You know, I think all of us go through this during this destination wedding planning process. The fiance and I both have some hurt feelings about people who aren't coming to our wedding because of money reasons. You try to respect it and then they turn around say something crazy that they recently or will be spending money. Neither one of fiance's brothers are coming for this reason and right after they decline, one called and said "you guys should come check out this 65 inch TV I just bought" and the other bought a car and went on and on about buying expensive jewelry. It's not like you care what they spend their money on, you just feel lied to because you find out they really could afford the trip, but just didn't want to. Why can't they just be honest and tell the truth?!

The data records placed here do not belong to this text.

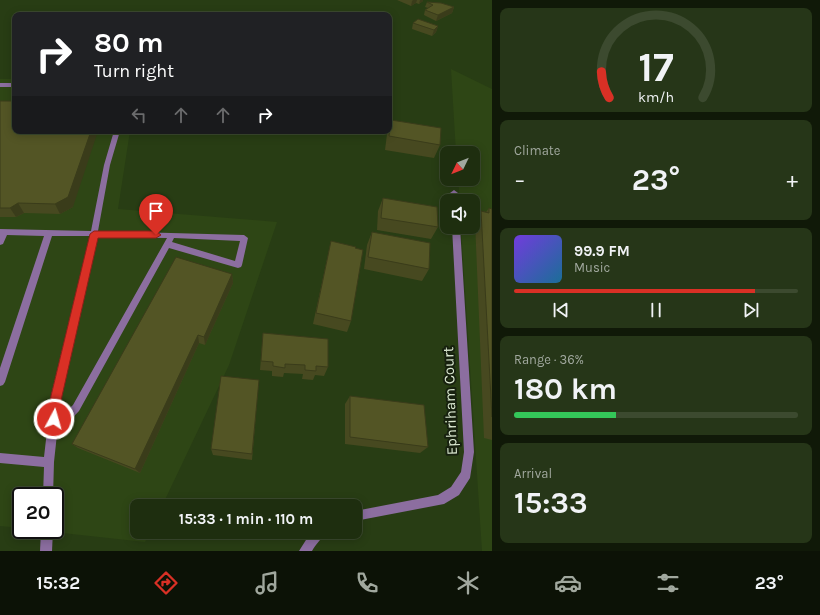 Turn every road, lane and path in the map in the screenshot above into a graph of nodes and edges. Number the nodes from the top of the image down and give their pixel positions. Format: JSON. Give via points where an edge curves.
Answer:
{"nodes":[{"id":1,"x":0,"y":85,"type":"edge"},
{"id":2,"x":12,"y":85,"type":"edge"},
{"id":3,"x":115,"y":134,"type":"edge"},
{"id":4,"x":2,"y":232,"type":"edge"},
{"id":5,"x":50,"y":233,"type":"junction"},
{"id":6,"x":94,"y":234,"type":"junction"},
{"id":7,"x":456,"y":234,"type":"edge"},
{"id":8,"x":172,"y":235,"type":"junction"},
{"id":9,"x":0,"y":242,"type":"edge"},
{"id":10,"x":167,"y":244,"type":"junction"},
{"id":11,"x":0,"y":382,"type":"edge"},
{"id":12,"x":53,"y":431,"type":"junction"},
{"id":13,"x":0,"y":458,"type":"edge"},
{"id":14,"x":49,"y":462,"type":"junction"},
{"id":15,"x":48,"y":487,"type":"edge"},
{"id":16,"x":362,"y":515,"type":"edge"},
{"id":17,"x":47,"y":539,"type":"edge"},
{"id":18,"x":313,"y":539,"type":"edge"},
{"id":19,"x":46,"y":551,"type":"edge"},
{"id":20,"x":305,"y":551,"type":"edge"}],
"edges":[{"from":1,"to":2,"type":"street"},
{"from":3,"to":6,"type":"street"},
{"from":4,"to":5,"type":"street"},
{"from":4,"to":9,"type":"street"},
{"from":5,"to":6,"type":"street"},
{"from":5,"to":11,"type":"street"},
{"from":6,"to":8,"type":"street"},
{"from":6,"to":12,"type":"street","via":[[56,396]]},
{"from":7,"to":16,"type":"street","name":"Ephriham Court","via":[[469,452],[466,474],[455,491],[440,500]]},
{"from":8,"to":10,"type":"street"},
{"from":8,"to":10,"type":"street","via":[[244,238],[238,265]]},
{"from":10,"to":12,"type":"street","via":[[76,408]]},
{"from":12,"to":14,"type":"street"},
{"from":13,"to":14,"type":"street"},
{"from":14,"to":15,"type":"street"},
{"from":17,"to":19,"type":"street"},
{"from":18,"to":20,"type":"street"}]}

So as I've been dealing with hurt feelings for a lot of things, I read this article in Oprah magazine of an interview with Gabrielle Union. She was talking about ridding yourself of bad friends as it related to something she went through. (Not saying that you should get rid of friends though.) In the article, Gabrielle said a lot of times we become loyal to people in our lives that don't feel that same loyalty to us. It made me realize that we do have lopsided relationships with people. I'm not saying this is true in your case, but I'm learning that now in my case. Now that things are in perspective for me, it doesn't hurt AS much and helps me to deal with it better.
I hope this helps you and I'm really sorry that you're going through this.
Originally Posted by Jamie5280
So, I think I may be losing it a little bit. As you all know I don't have ANY friends coming to our wedding. Their reasoning (excuse), MONEY. Ok, so how could I be mad at that, even though not one of them tried to save, but the kicker is...I keep finding out that more and more of them are still going on their vacations this year. I told you about the "friend" that was in Costa Rica, another is going to FL in a week, another one going to FL over my wedding week, I just found out that another one is going to FL the end of this month, one friend stated he couldn't come because of money, but was just in NYC for a week and told me he was headed to Seattle for 1 1/2, but that we should get together when he gets back (all in the same breath). One told me she was going to come, but spent all her money going to Michigan!?!?
My feelings are severely hurt by these people. Why is my wedding not a vacation they want to take??? And why am I supposed to accept their reasoning for not coming and be happy that they are going on their vacations anyways?
Everyone, that I try to talk to tells me, that I should not be surprised no one is going, but my feelings are constantly being hurt every time I find out another "friend" is going somewhere else. I know you all will say the same thing, but I just had to vent, as I can't really vent to my "friends" about this. THanks!